The Enid News and Eagle, Enid, OK

December 14, 2011

Remembering the meaning of Christmas


Enid News and Eagle

— Are you keeping the true meaning of Christmas? Or is it all shopping and overspending? Think about it.

Seeing the enormous crowds shopping on Black Friday seemed to diminish the spirit of Christmas for me. Is anything worth that battle of push and shove? I know there are those who have to watch every penny and get as much for their money as they can, but does it all have to be done in one hurried day?

It seems to me the best Christmas presents are those carefully thought out early in the year with preparation throughout the year. I love making Christmas gifts and enjoy getting those that  reflect the joy of the person giving it.

Our youngest granddaughter is watching her pennies this year, so she confided to me she is making lamp cord covers out of a shower curtain, which is less expensive than buying fabric. What a wonderful idea. We can all use lamp cord covers and it is something she has made herself at little cost. It is the thought that counts.

Again this year, I have made some of our gifts to others. They are not costly, nor extravagant, but reflect love. I can hardly wait to give them their presents. We enjoy the fact we can be together instead of just exchanging fancy presents anyway. We do more laughing and singing and remembering old times.

It saddens me we are no longer allowed to celebrate the true meaning of Christmas in our schools. Even the stores play Christmas songs entirely centered around Santa and not Christ. So many use the term “happy holidays” instead of mentioning Christmas. I wish we could all return to the old, true meaning of Christmas without the commercial emphasis.

Every month, we receive the Hillsdale Christian School Highlights newsletter. It warms my heart that those fortunate young people are celebrating the the true meaning of Christmas and know the reason for the season.

Ms. Haymaker, the school principal, writes an article every month, along with the teachers of the various grades. Her last article really touched me. I ask permission to share it with you, my loyal readers, and she kindly agreed. This is part of her article:

“This is a wonderful time of year! We celebrated Thanksgiving with our families and had a table full of our favorite fixings. Hopefully, we all took time to remember those less fortunate than ourselves and appreciate all that God has blessed us with: children, a safe home in which to live, food on the table and a country where we have the freedom to worship God. God has blessed us generously, and we should always take time to give thanks.

“As the season of Christmas draws near, may we always remember to be grateful for the simple things in life we sometimes take for granted.”

She continues with a wonderful personal story of her family, then tells this story:

“There was a blind girl who hated herself because she was blind. She hated everyone, except her loving boyfriend. He was always there for her. She told her boyfriend, ‘If I could only see the world, I would marry you.’
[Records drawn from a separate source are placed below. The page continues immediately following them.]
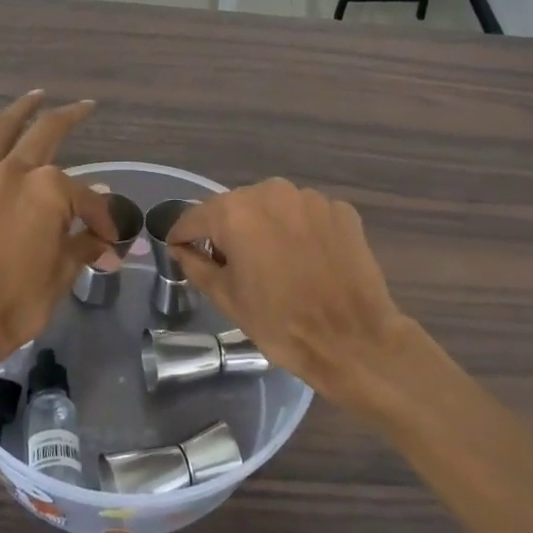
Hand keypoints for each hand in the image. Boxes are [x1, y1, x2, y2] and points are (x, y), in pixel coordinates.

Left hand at [0, 89, 116, 374]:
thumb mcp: (63, 273)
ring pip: (4, 130)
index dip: (103, 218)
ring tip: (37, 94)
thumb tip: (105, 236)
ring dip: (23, 108)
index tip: (110, 240)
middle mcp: (18, 172)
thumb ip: (84, 243)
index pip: (88, 197)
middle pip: (49, 136)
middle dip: (71, 119)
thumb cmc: (19, 300)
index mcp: (51, 191)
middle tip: (86, 108)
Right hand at [166, 179, 420, 416]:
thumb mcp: (226, 298)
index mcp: (236, 212)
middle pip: (236, 207)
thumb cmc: (280, 323)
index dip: (183, 234)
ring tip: (275, 263)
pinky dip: (300, 231)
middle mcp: (271, 192)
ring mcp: (310, 198)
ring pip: (274, 207)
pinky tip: (307, 260)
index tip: (179, 248)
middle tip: (232, 265)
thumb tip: (181, 248)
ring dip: (267, 228)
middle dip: (228, 231)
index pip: (195, 216)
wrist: (353, 340)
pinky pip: (306, 215)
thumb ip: (196, 265)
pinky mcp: (340, 210)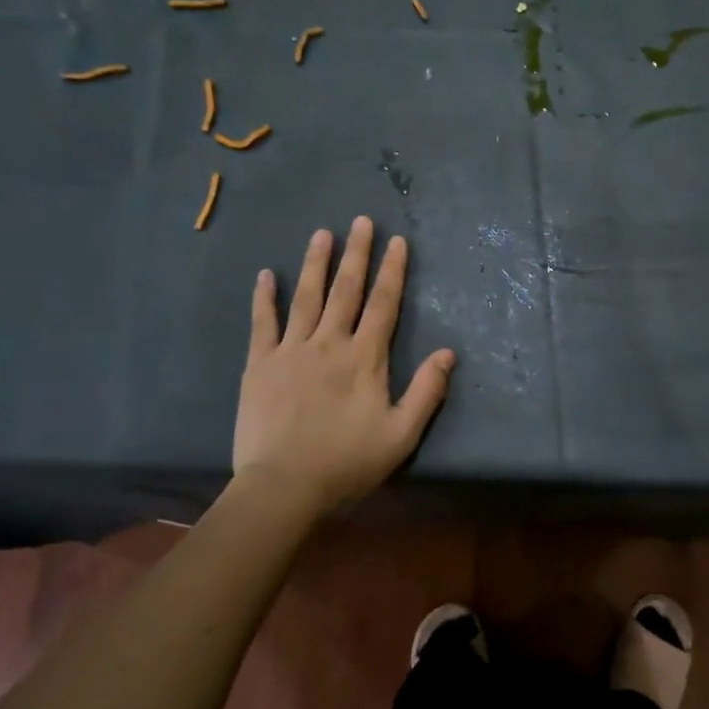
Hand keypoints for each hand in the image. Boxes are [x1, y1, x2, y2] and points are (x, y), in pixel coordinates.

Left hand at [231, 217, 455, 516]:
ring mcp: (291, 351)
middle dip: (356, 253)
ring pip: (306, 297)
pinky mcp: (259, 364)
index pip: (384, 304)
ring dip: (316, 263)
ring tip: (322, 233)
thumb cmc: (347, 463)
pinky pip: (263, 322)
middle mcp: (329, 343)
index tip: (397, 241)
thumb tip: (449, 353)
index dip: (392, 271)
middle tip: (361, 221)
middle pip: (346, 290)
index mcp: (365, 358)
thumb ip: (427, 391)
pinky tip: (267, 274)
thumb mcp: (401, 435)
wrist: (284, 488)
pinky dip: (265, 297)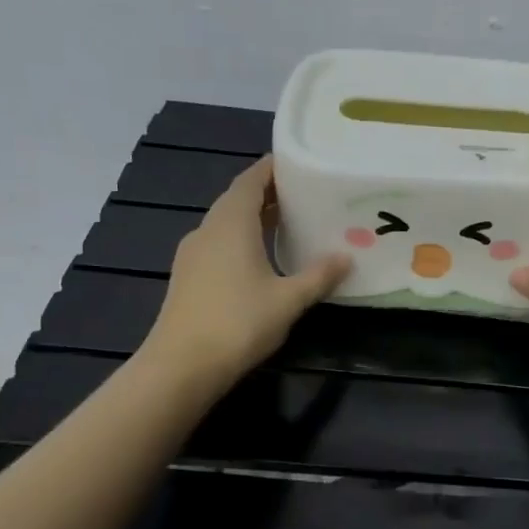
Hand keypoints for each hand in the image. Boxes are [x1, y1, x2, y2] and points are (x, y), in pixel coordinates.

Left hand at [139, 157, 348, 396]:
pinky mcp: (188, 276)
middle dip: (268, 193)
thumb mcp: (289, 299)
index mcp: (231, 223)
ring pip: (226, 223)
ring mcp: (193, 254)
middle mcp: (208, 230)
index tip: (298, 162)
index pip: (251, 181)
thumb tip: (346, 257)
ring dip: (254, 217)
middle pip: (238, 199)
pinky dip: (241, 239)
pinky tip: (261, 257)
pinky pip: (219, 244)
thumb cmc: (238, 323)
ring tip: (287, 222)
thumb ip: (319, 276)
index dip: (272, 168)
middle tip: (303, 194)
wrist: (181, 365)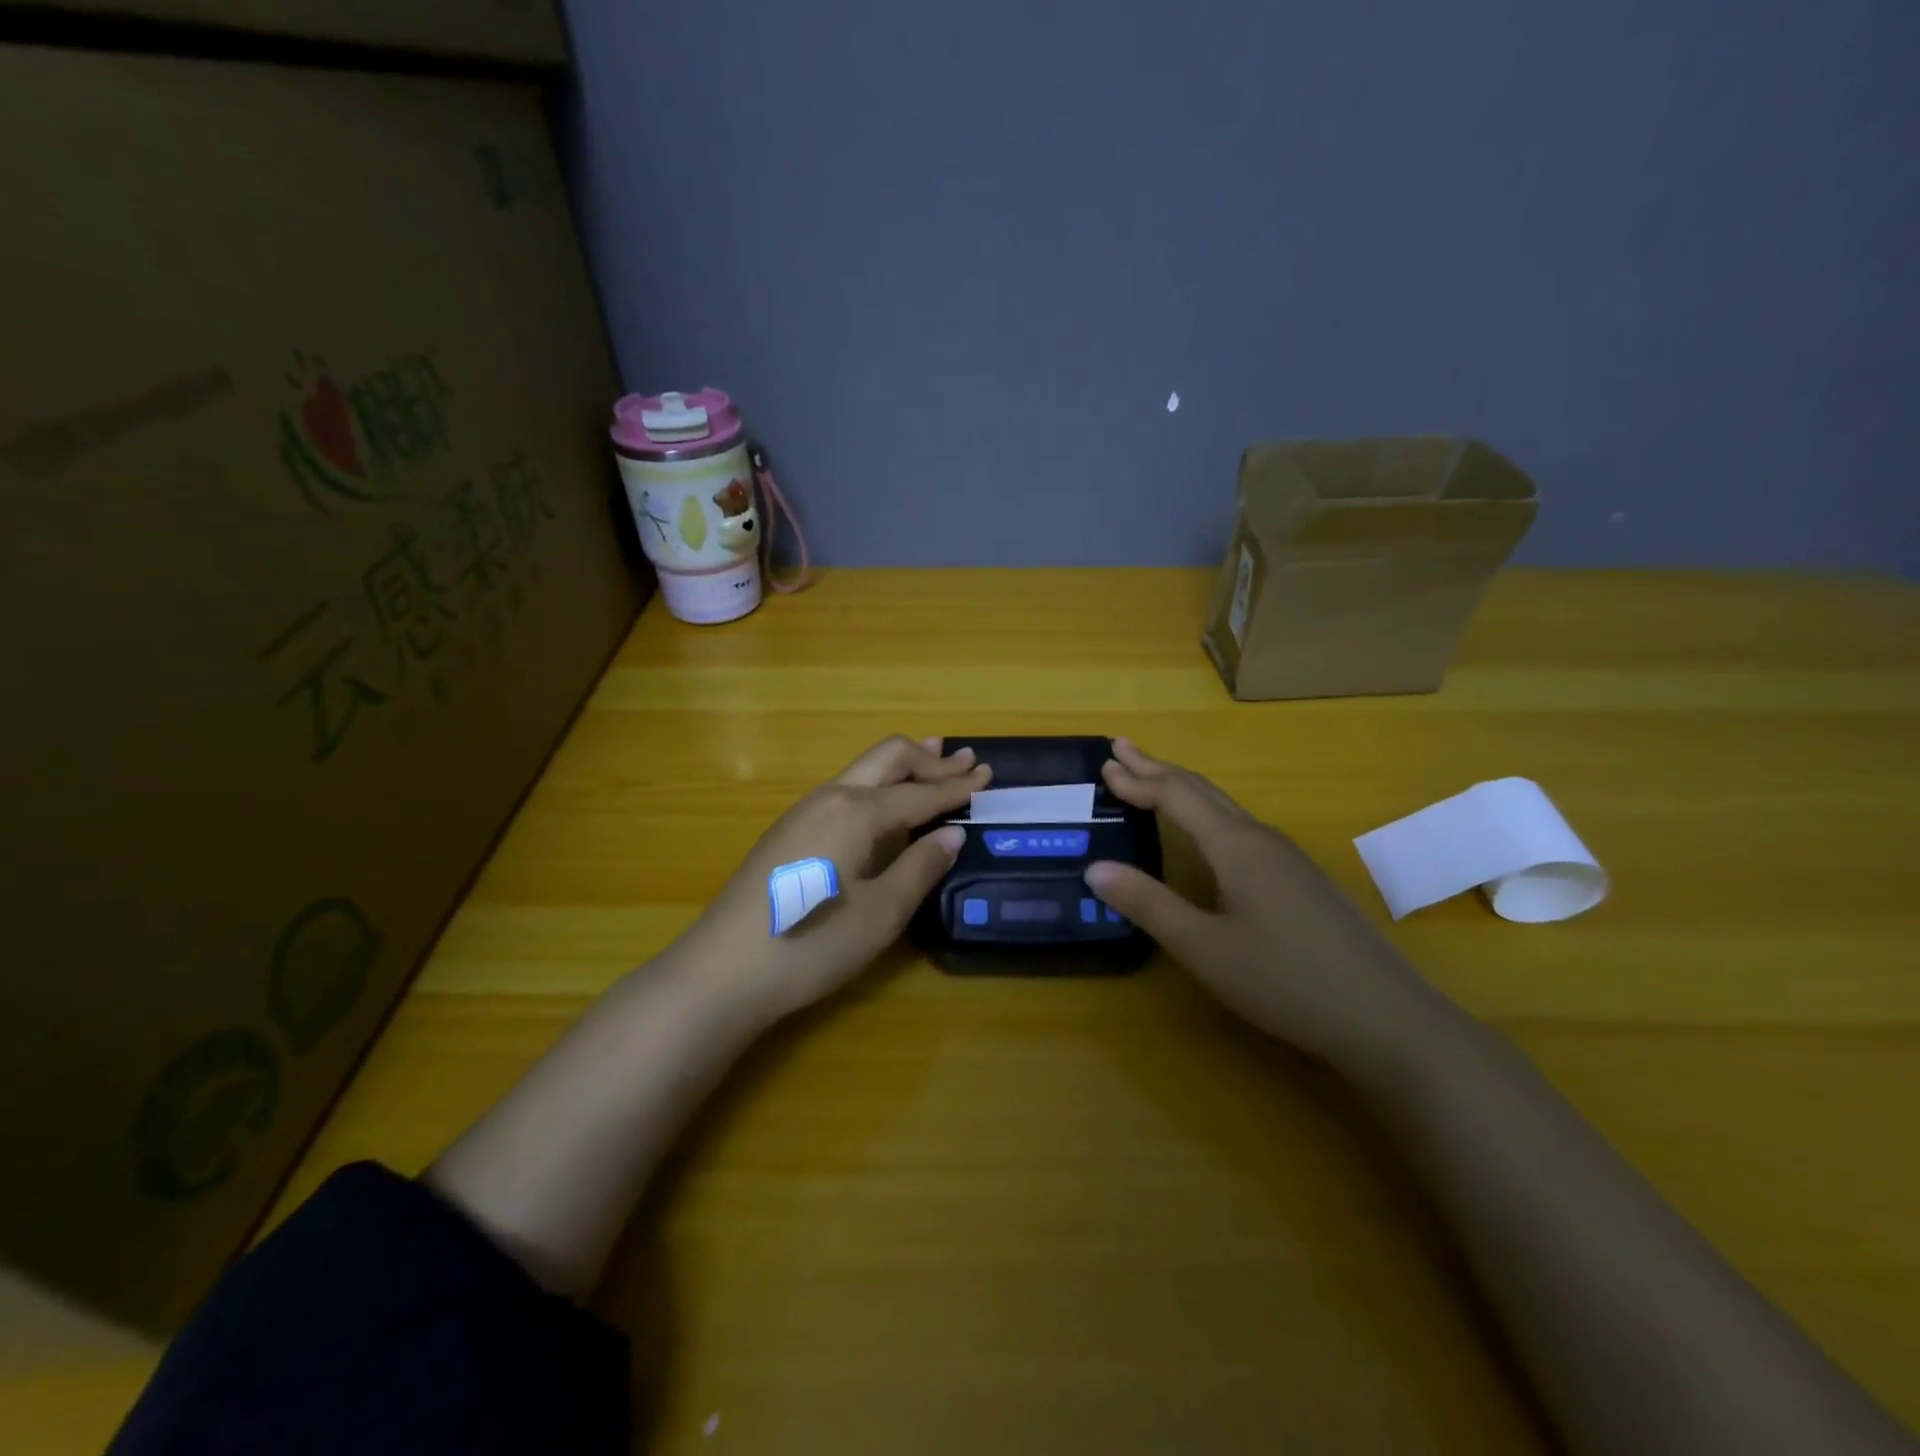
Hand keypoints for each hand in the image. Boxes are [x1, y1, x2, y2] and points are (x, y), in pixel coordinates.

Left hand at [671, 736, 987, 1022]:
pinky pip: (844, 792)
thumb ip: (919, 868)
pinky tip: (885, 806)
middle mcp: (830, 797)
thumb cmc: (811, 944)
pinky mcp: (788, 833)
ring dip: (902, 768)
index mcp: (857, 811)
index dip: (957, 786)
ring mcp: (803, 812)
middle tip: (965, 761)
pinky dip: (877, 788)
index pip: (920, 792)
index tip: (988, 773)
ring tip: (932, 764)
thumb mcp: (880, 914)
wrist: (722, 971)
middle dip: (929, 759)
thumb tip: (951, 835)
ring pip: (862, 772)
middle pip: (887, 758)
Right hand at [1084, 738, 1448, 1066]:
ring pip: (1225, 807)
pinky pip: (1241, 827)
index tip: (1104, 764)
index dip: (1138, 779)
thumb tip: (1096, 868)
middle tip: (1122, 750)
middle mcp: (1261, 839)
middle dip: (1158, 768)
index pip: (1176, 796)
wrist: (1387, 1017)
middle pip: (1202, 790)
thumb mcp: (1204, 948)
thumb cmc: (1285, 981)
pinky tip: (1208, 834)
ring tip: (1153, 782)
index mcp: (1235, 846)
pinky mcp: (1301, 879)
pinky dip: (1207, 813)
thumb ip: (1149, 904)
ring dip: (1183, 789)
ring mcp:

“One day, someone donated a pair of eyes to her. When the bandages came off, she was able to see everything, including her boyfriend. He asked her, ‘Now that you can see the world, will you marry me?’ The girl looked at her boyfriend and saw that he was blind. The sight of his closed  eyelids shocked her. She had not expected that. The thought of looking at them the rest of her life led her to refuse to marry him. Her boyfriend left her in tears and days later wrote a note to her saying: ‘Take good care of your eyes, my dear, for before  they were yours, they were mine.’”

Ms. Haymaker’s final remarks were that before you say an unkind work, think of someone who cannot speak.

Before you complain about the taste of food, think of someone who has nothing to eat.

Before you complain about your husband or wife, think of someone who is crying out to God for a companion.

Before you complain about life, think of someone who went too early to heaven.

Before you complain about your children, think about someone who desires children but are barren.

Before you argue about your dirty house, think of the people who are living in the streets.

Before whining about the distance you drive, think of someone who walks the same distance with their feet.

Before you complain about your job, think of the unemployed, the disabled, and those who wish they had your job.

Before you think of pointing the finger or condemning another, remember that not one of us is without sin, and we all answer to one Maker. And when depressing thoughts seem to  get you down, put a smile on your face and thank God you’re alive and still around.

Amen! I can think of no better Christmas message. It reflects the true meaning of Christmas all year, and what a gift. Thank you, Ms. Haymaker.

Time to make Christmas snacks. I think you will enjoy this one:



Caramel Popcorn

6 quarts popped corn

2 cups brown sugar

1 cup butter

1⁄2 cup light corn syrup

1 teaspoon vanilla

1⁄2 teaspoon baking soda

1⁄2 to 1 cup broken nuts (I use cashews)


Combine brown sugar, butter, and corn syrup in saucepan. Bring to a full boil, stirring constantly. Then boil five minutes without stirring. Remove from heat, add vanilla and soda. Pour over popcorn and nuts that has been placed in large roasting pan. Bake in 250-degree oven for one hour, stirring every 15 minutes. (Note: I use large turkey lifting forks to stir the popcorn.)